I highly recommend organizing with a core group of friends and branching out to meet amazing parents who can become your tribe!


Brianne Sanchez is a writer and community engagement professional who calls herself an “Iowan by Choice.” A transplant from Chicagoland, she moved to Des Moines in 2007 and acquired a house, husband, dog, son Emmett (June 2013) and Eileen (October 2015), which means she now has deep roots in this place. Brianne blogs at bsinthemidwest.com and is a frequent contributor at DSM Magazine. When she finds free time, she spends it crafting, reading, hiking, biking and volunteering, but never cleaning.

2 COMMENTS

  1. The article isn’t very clear to me. Who is watching you kids when you use the “points?” I assume other moms/families in the co-op? If so, then how does the give and take work? How often are you required to watch others’ children? Is there an initial registration fee? How do you secure childcare? Do you have to ask other families or is there an app/ system to keep things organized and help families find hours for care and also provide hours of care? Do you think all families involved feel that they have equitable time?

  2. Hi Kate! Sorry that wasn’t clear. Essentially, we swap childcare for points instead of money. But instead of me telling my friend Heather I’ll trade Friday night for her to watch my kids and then take hers on Saturday night, I could have my friend Chelsea watch my kid on Friday night and watch Heather’s kid another week. We all belong to the same co-op, so a “point” I earn watching Heather’s kid could later be spent with Chelsea to have her watch my kid. Does that make sense?

    We use the Sitting Around website I referenced to keep everything organized. You create a “sit request” on that site and send it out to the families in the co-op with the details of the sit (how many kids, hours, at your house or theirs, how many points you’re paying).

    Because you’re putting the request out for the co-op, it makes it easier than simply trying swap with one family, if your schedules aren’t in sync.
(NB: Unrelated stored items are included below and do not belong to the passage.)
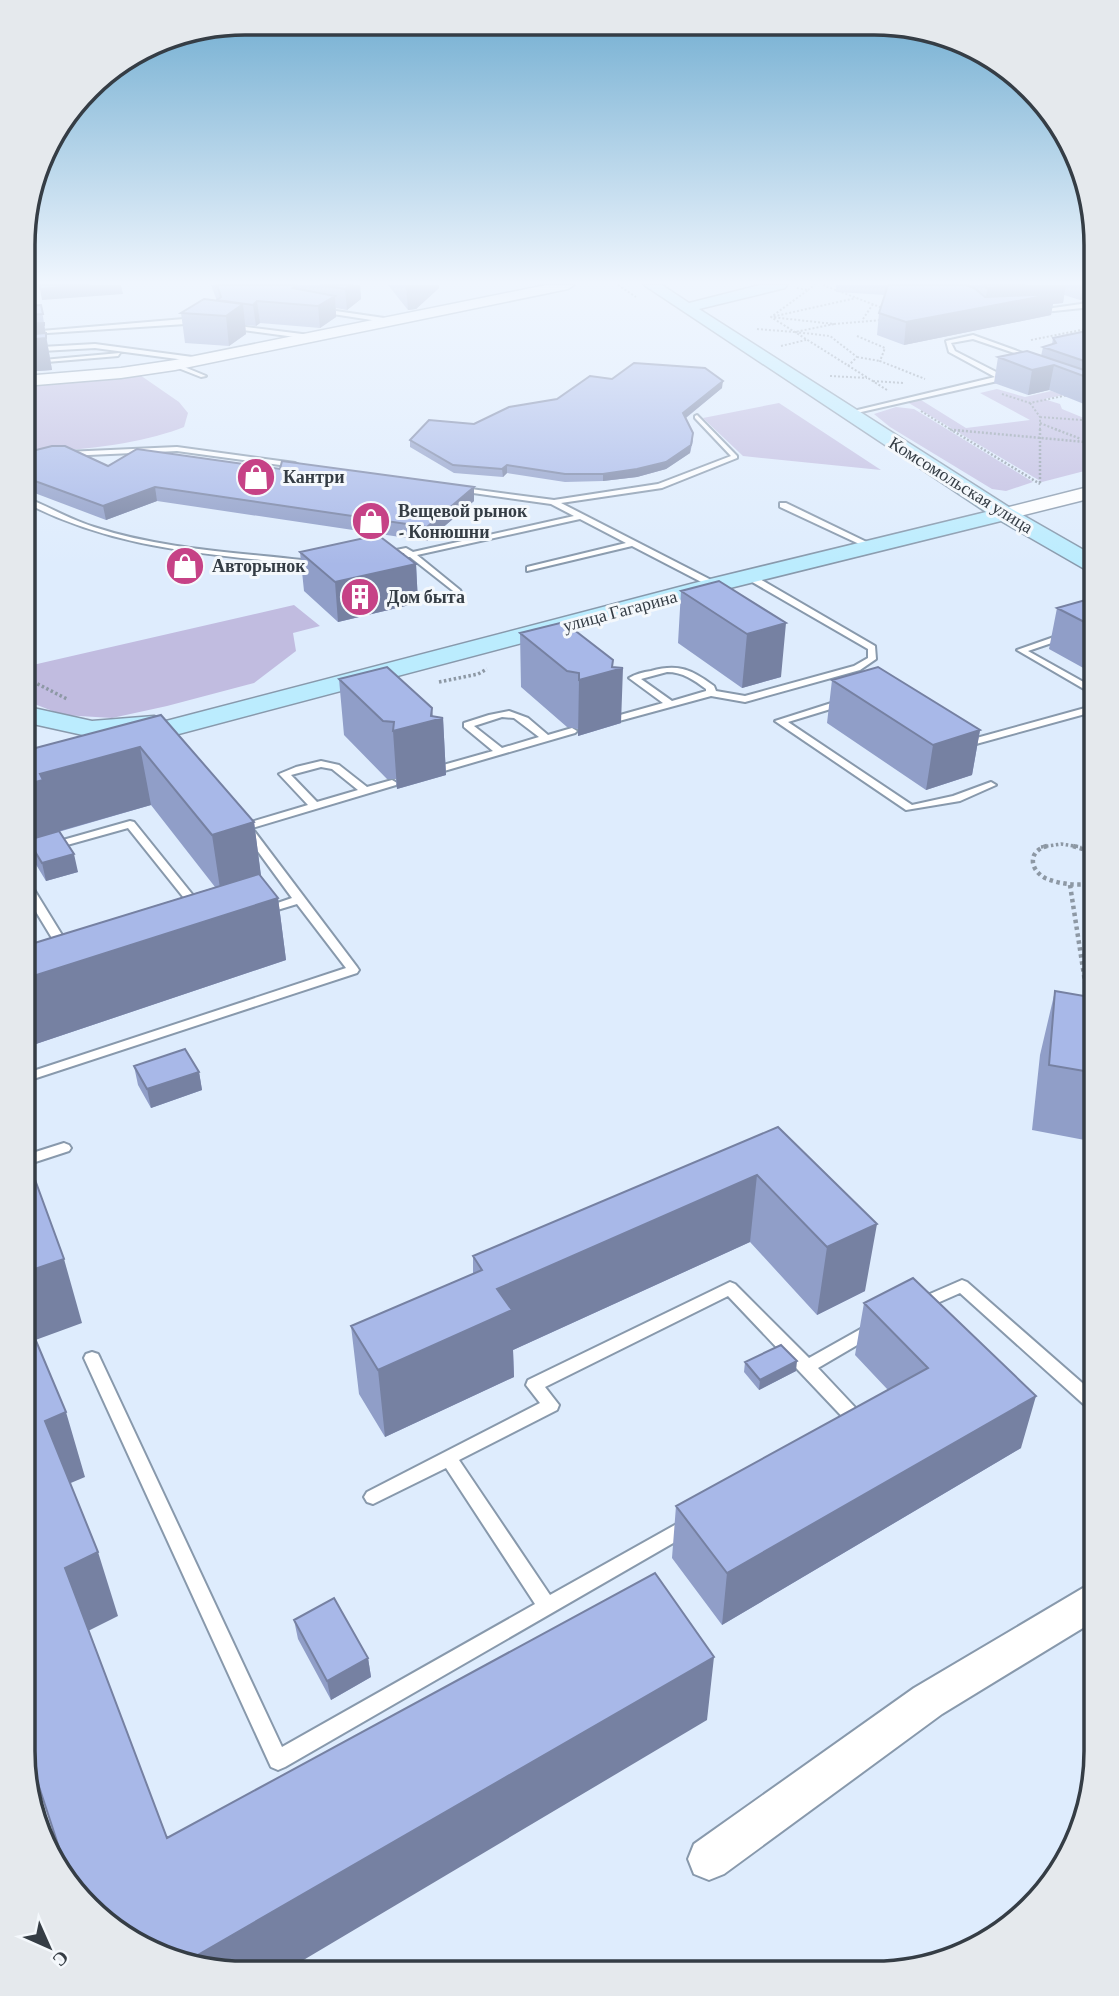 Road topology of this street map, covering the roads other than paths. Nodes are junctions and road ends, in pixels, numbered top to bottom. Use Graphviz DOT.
graph roads {
  1 [pos="59,378"];
  2 [pos="794,378"];
  3 [pos="1002,378"];
  4 [pos="35,380"];
  5 [pos="848,413"];
  6 [pos="696,417"];
  7 [pos="53,455"];
  8 [pos="309,467"];
  9 [pos="445,487"];
  10 [pos="1084,494"];
  11 [pos="553,502"];
  12 [pos="35,505"];
  13 [pos="783,505"];
  14 [pos="1004,514"];
  15 [pos="582,516"];
  16 [pos="634,543"];
  17 [pos="873,547"];
  18 [pos="413,554"];
  19 [pos="372,559"];
  20 [pos="1084,559"];
  21 [pos="327,560"];
  22 [pos="530,569"];
  23 [pos="750,577"];
  24 [pos="714,585"];
  25 [pos="457,592"];
  26 [pos="1084,629"];
  27 [pos="1084,686"];
  28 [pos="711,693"];
  29 [pos="854,699"];
  30 [pos="670,704"];
  31 [pos="1084,711"];
  32 [pos="35,716"];
  33 [pos="616,719"];
  34 [pos="199,721"];
  35 [pos="572,731"];
  36 [pos="546,738"];
  37 [pos="953,738"];
  38 [pos="500,751"];
  39 [pos="74,754"];
  40 [pos="440,769"];
  41 [pos="392,783"];
  42 [pos="990,785"];
  43 [pos="365,791"];
  44 [pos="315,806"];
  45 [pos="237,817"];
  46 [pos="245,827"];
  47 [pos="35,851"];
  48 [pos="299,900"];
  49 [pos="35,901"];
  50 [pos="249,915"];
  51 [pos="204,916"];
  52 [pos="71,959"];
  53 [pos="35,1074"];
  54 [pos="64,1148"];
  55 [pos="35,1156"];
  56 [pos="908,1310"];
  57 [pos="886,1321"];
  58 [pos="92,1358"];
  59 [pos="807,1367"];
  60 [pos="1084,1394"];
  61 [pos="852,1434"];
  62 [pos="448,1457"];
  63 [pos="373,1497"];
  64 [pos="699,1520"];
  65 [pos="546,1605"];
  66 [pos="1084,1607"];
  67 [pos="709,1859"];
  1 -- 4 [label="street"];
  2 -- 5 [label="main road, Комсомольская улица"];
  3 -- 5 [label="lane"];
  5 -- 14 [label="main road, Комсомольская улица"];
  6 -- 11 [label="lane"];
  7 -- 8 [label="lane"];
  9 -- 11 [label="lane"];
  10 -- 14 [label="street, улица Гагарина"];
  11 -- 15 [label="lane"];
  12 -- 21 [label="lane"];
  13 -- 17 [label="lane"];
  14 -- 17 [label="main road, улица Гагарина"];
  14 -- 20 [label="main road, Комсомольская улица"];
  15 -- 16 [label="lane"];
  15 -- 18 [label="lane"];
  16 -- 22 [label="lane"];
  16 -- 24 [label="lane"];
  17 -- 23 [label="main road, улица Гагарина"];
  18 -- 19 [label="lane"];
  18 -- 25 [label="lane"];
  23 -- 24 [label="main road, улица Гагарина"];
  23 -- 28 [label="lane"];
  24 -- 34 [label="main road, улица Гагарина"];
  26 -- 27 [label="lane"];
  28 -- 30 [label="lane"];
  28 -- 30 [label="lane"];
  29 -- 42 [label="lane"];
  30 -- 33 [label="lane"];
  31 -- 37 [label="lane"];
  32 -- 34 [label="main road"];
  34 -- 39 [label="main road, улица Гагарина"];
  35 -- 36 [label="lane"];
  36 -- 38 [label="lane"];
  36 -- 38 [label="lane"];
  38 -- 40 [label="lane"];
  41 -- 43 [label="lane"];
  43 -- 44 [label="lane"];
  43 -- 44 [label="lane"];
  44 -- 46 [label="lane"];
  45 -- 46 [label="lane"];
  46 -- 48 [label="lane"];
  47 -- 51 [label="lane"];
  48 -- 50 [label="lane"];
  48 -- 53 [label="lane"];
  49 -- 52 [label="lane"];
  54 -- 55 [label="lane"];
  56 -- 60 [label="lane"];
  57 -- 59 [label="lane"];
  58 -- 65 [label="lane"];
  59 -- 61 [label="lane"];
  59 -- 62 [label="lane"];
  62 -- 63 [label="lane"];
  62 -- 65 [label="lane"];
  64 -- 65 [label="lane"];
  66 -- 67 [label="street"];
}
    We don’t have any requirements on how often you have to participate. The fewer sits you take, the fewer points you will have accumulated. Members who don’t attend meetings or take sits for a certain amount of time do become inactive. I might have 35 points to “spend” and my friend Heather might have 70 at any given time. The only time we might have to worry about things being “unequal” is if we dissolve the co-op before people have time to spend down their points.